O Acórdão já é conhecido: Acórdão do Supremo Tribunal de Justiça n.º 9/2011: «Verificada a condição do segmento final do artigo 80.º, n.º 1, do Código Penal - de o facto por que o arguido for condenado em pena de prisão num processo ser anterior à decisão final de outro processo, no âmbito do qual o arguido foi sujeito a detenção, a prisão preventiva ou a obrigação de permanência na habitação -, o desconto dessas medidas no cumprimento da pena deve ser ordenado sem aguardar que, no processo no âmbito do qual as medidas foram aplicadas, seja proferida decisão final ou esta se torne definitiva» [sublinhado meu, pois é o sentido essencial do aresto].
O que penso vale a pena acrescentar à sua aliás exaustiva fundamentação são três notas. Porque podendo parecer um problema técnico-jurídico traz no seu bojo uma questão de filosofia cívica, que se traduz numa ideia de sociedade.

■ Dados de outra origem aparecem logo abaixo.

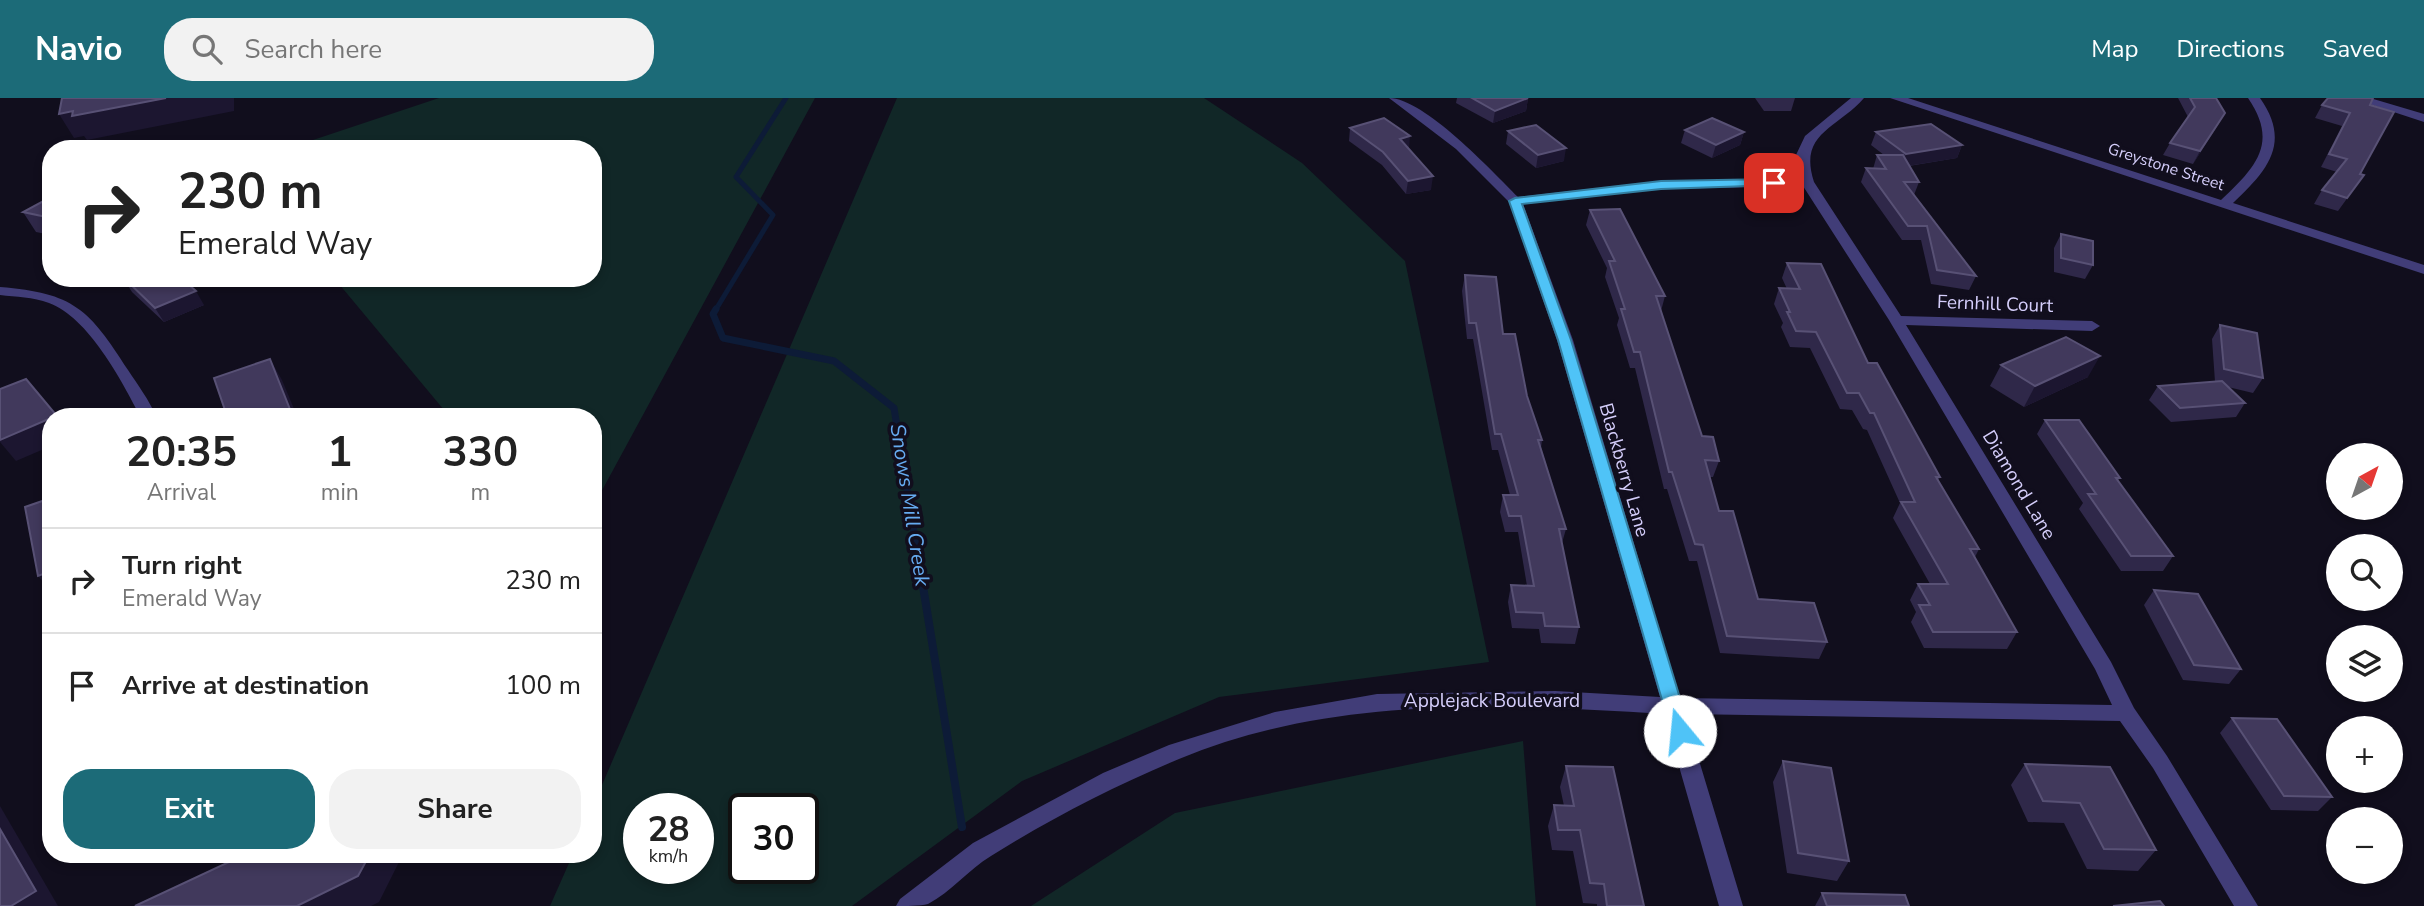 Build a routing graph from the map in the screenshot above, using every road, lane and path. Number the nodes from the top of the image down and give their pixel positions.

Primeira, a acentuar o carácter polémico da questão, pois que esta corrente da liberdade está baseada numa ideia de que é a ideia de justiça que exige desconto de pena proferida em processo ainda não findo.
Segunda, a fazer notar porque se convocam reversíveis argumentos de celeridade e economia processual, quando se fundamenta o decidido com base na afirmação segundo a qual «o retardamento do desconto até ao momento em que se verifique, no processo em que o arguido a elas foi sujeito, a prolação da decisão final incrementa as situações de «desperdício» do tempo de privação de liberdade, em razão de medidas processuais, quer dizer, de esse tempo não aproveitar ou não aproveitar, por inteiro, ao arguido».
Enfim, como elemento de reflexão comparativa quanto ao que poderá ser a amplitude problemática da questão, a previsão pretendida para a matéria no Projecto [de 1963, Eduardo Correia] de Código Penal: «a prisão preventiva ou outra privação de liberdade sofrida pelo arguido, por causa de um facto por que venha a ser condenado, será tomada em conta na respectiva decisão de forma equitativa», prevendo o respectivo § 1.º que «se a condenação for, porém, em prisão, descontar -se -á nela o tempo que a prisão preventiva ou privação de liberdade sofrida tiver durado, salvo se isto beneficiar de forma injusta o réu».